[ntp:hackers] hackers] NTP software numbering

Harlan Stenn stenn at ntp.org
Thu Dec 25 02:58:17 UTC 2014


Hal Murray writes:
> 
> stenn at ntp.org said:
> > We're talking about changing from:
> >  ntpd 4.2.8p1-beta1 at 1.3268-o Wed Dec 24 21:02:52 UTC 2014 (2)
> > to:
> >  ntpd 4 v2.8.1-beta1 at 1.3268-o Wed Dec 24 21:02:52 UTC 2014 (2) 
> 
> Does anybody but a geek care what the protocol version is?

No, but...

> My vote would be to drop the protocol from the package/tar name.  That
> leaves you with major/minor/whatever to use as is convenient.  There
> is a tradition of distros sometimes adding their own patches so
> whatever you do should leave room for that.
> 
> I don't care much about the details of the version string that
> programs print out.
> 
> If/when we ever change the protocol in a way that matters we can
> revisit the issue.

I can see ntpv5 beginning work pretty soon...

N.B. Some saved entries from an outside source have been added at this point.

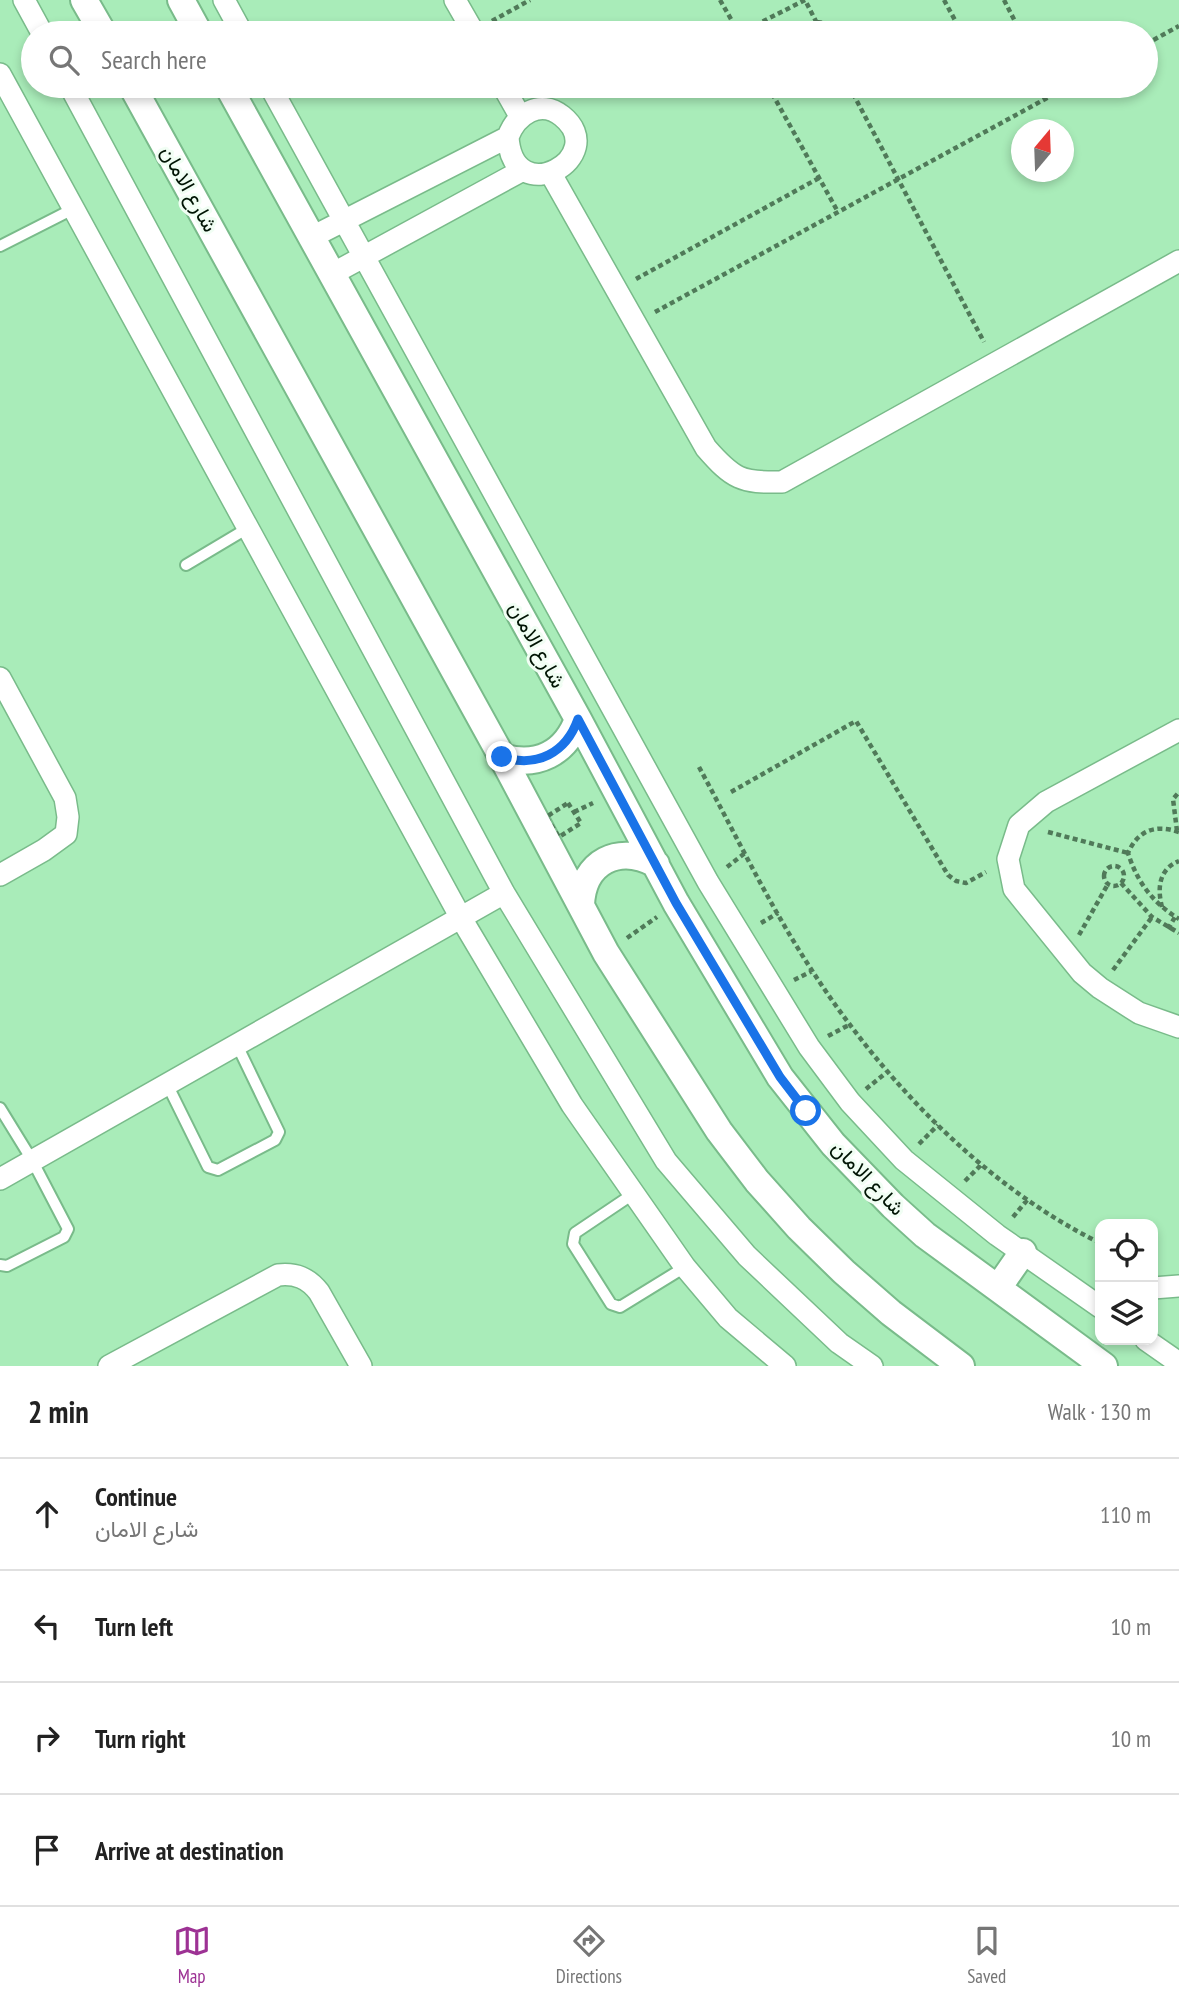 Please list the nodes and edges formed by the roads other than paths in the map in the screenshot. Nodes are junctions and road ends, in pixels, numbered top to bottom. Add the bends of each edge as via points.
1 (24, 0) edge
2 (84, 0) edge
3 (181, 0) edge
4 (224, 0) edge
5 (455, 0) edge
6 (35, 21) edge
7 (96, 21) edge
8 (192, 21) edge
9 (235, 21) edge
10 (467, 21) edge
11 (0, 74) edge
12 (76, 98) edge
13 (139, 98) edge
14 (235, 98) edge
15 (277, 98) edge
16 (510, 98) edge
17 (520, 116) junction
18 (508, 137) junction
19 (523, 170) junction
20 (551, 174) junction
21 (74, 209) junction
22 (344, 221) junction
23 (312, 237) junction
24 (0, 246) edge
25 (364, 257) junction
26 (1179, 261) edge
27 (332, 274) junction
28 (248, 528) junction
29 (186, 565) dead end
30 (0, 678) edge
31 (578, 719) junction
32 (1179, 730) edge
33 (502, 757) junction
34 (656, 864) junction
35 (0, 875) edge
36 (504, 894) junction
37 (581, 905) junction
38 (461, 918) junction
39 (1179, 1027) edge
40 (237, 1045) junction
41 (167, 1084) junction
42 (0, 1108) edge
43 (32, 1160) junction
44 (0, 1179) edge
45 (633, 1194) junction
46 (1023, 1252) junction
47 (0, 1265) edge
48 (685, 1266) junction
49 (1179, 1286) edge
50 (998, 1288) junction
51 (1158, 1288) edge
52 (1095, 1291) edge
53 (1078, 1292) junction
54 (1095, 1304) edge
55 (1153, 1345) edge
56 (773, 1363) edge
57 (1179, 1363) edge
58 (109, 1366) edge
59 (361, 1366) edge
60 (872, 1366) edge
61 (961, 1366) edge
62 (1104, 1366) edge

1 - 6 street
2 - 7 street
3 - 8 street
4 - 9 street
5 - 10 street
11 - 21 street
12 - 36 street
13 - 33 street, شارع الامان
14 - 23 street, شارع الامان
15 - 22 street
16 - 17 street
17 - 18 street
17 - 20 street via 545,108 568,120 574,132 571,158
18 - 19 street via 514,161
18 - 22 street
19 - 20 street
19 - 25 street
20 - 26 street via 706,448 726,471 752,483 782,482
21 - 24 lane
21 - 28 street
22 - 23 street
22 - 25 street
23 - 27 street, شارع الامان
25 - 27 street
25 - 46 street via 708,882 809,1047 850,1102 904,1160
27 - 31 street, شارع الامان
28 - 29 lane
28 - 38 street
30 - 35 street via 65,798 68,817 66,834
31 - 33 street via 567,741 547,757 525,762
31 - 34 street, شارع الامان
32 - 39 street via 1046,802 1019,825 1008,859 1014,889 1100,988 1139,1013
33 - 37 street, شارع الامان
34 - 37 street via 631,855 606,860 584,883
34 - 50 street, شارع الامان via 780,1077 806,1111 893,1206
36 - 38 street
36 - 60 street via 666,1161 747,1256 830,1335
37 - 61 street, شارع الامان via 606,953 719,1131 757,1181 844,1272
38 - 40 street
38 - 45 street via 572,1105
40 - 41 street
40 - 41 lane via 279,1132 275,1140 213,1170
41 - 43 street
42 - 43 lane
43 - 44 street
43 - 47 lane via 67,1234 8,1266
45 - 48 street
45 - 48 lane via 572,1238 611,1304 620,1307
46 - 50 street
46 - 53 street
48 - 56 street
49 - 51 street
50 - 62 street, شارع الامان
52 - 53 street
53 - 54 street
55 - 57 street
58 - 59 street via 278,1275 289,1274 312,1283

I can also see that we still need to make sure a V5 ntpd instance speaks
V4 protocol very well.  There will be protocol data structure
differences here, so it will be pretty easy to detect when we do
something wrong.

So in this case, given we want "newer" versions to have bigger numbers,
it would still work to leave the package name as "ntp" and have the
version be "PROTO.RELEASE.POINT".  I'm still not convinced we make
enough changes to need Major and Minor release numbers.

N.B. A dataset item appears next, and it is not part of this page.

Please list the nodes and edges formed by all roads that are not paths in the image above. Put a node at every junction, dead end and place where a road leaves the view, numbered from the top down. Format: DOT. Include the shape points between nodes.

And if we drop the PROTO from the first position, I'm not sure we gain
anything because we have to be able to compare version numbers anyway
(old, existing, and new).  It's not like we can easily use a number that
is less than 4, using 4.X is tricky, and if we decide to bump to 5 while
on protocol 4 that seems to me to be confusing to anybody who knows
what's going on.

And we're still back to the question of "do we need major and minor
releases anyway?"  I'm still expecting us to keep issuing a point (tiny)
release with each dev roll, and doing what we've always done with
-stable releases (have -betaN and -RCn suffixes so we don't "churn"
-stable point releases too often).

I'm also expecting to not have any -dev releases until sometime in
January, which gives us at least 2 weeks' time to figure this out.

And it is a Holiday season and I don't expect many people to look at
this.  And I bet a bunch of folks will think about it, and that's
probably more important.

https://support.ntp.org/bin/view/Dev/ReleaseNumberingSchemeDiscussion 
has been updated with some of the above information.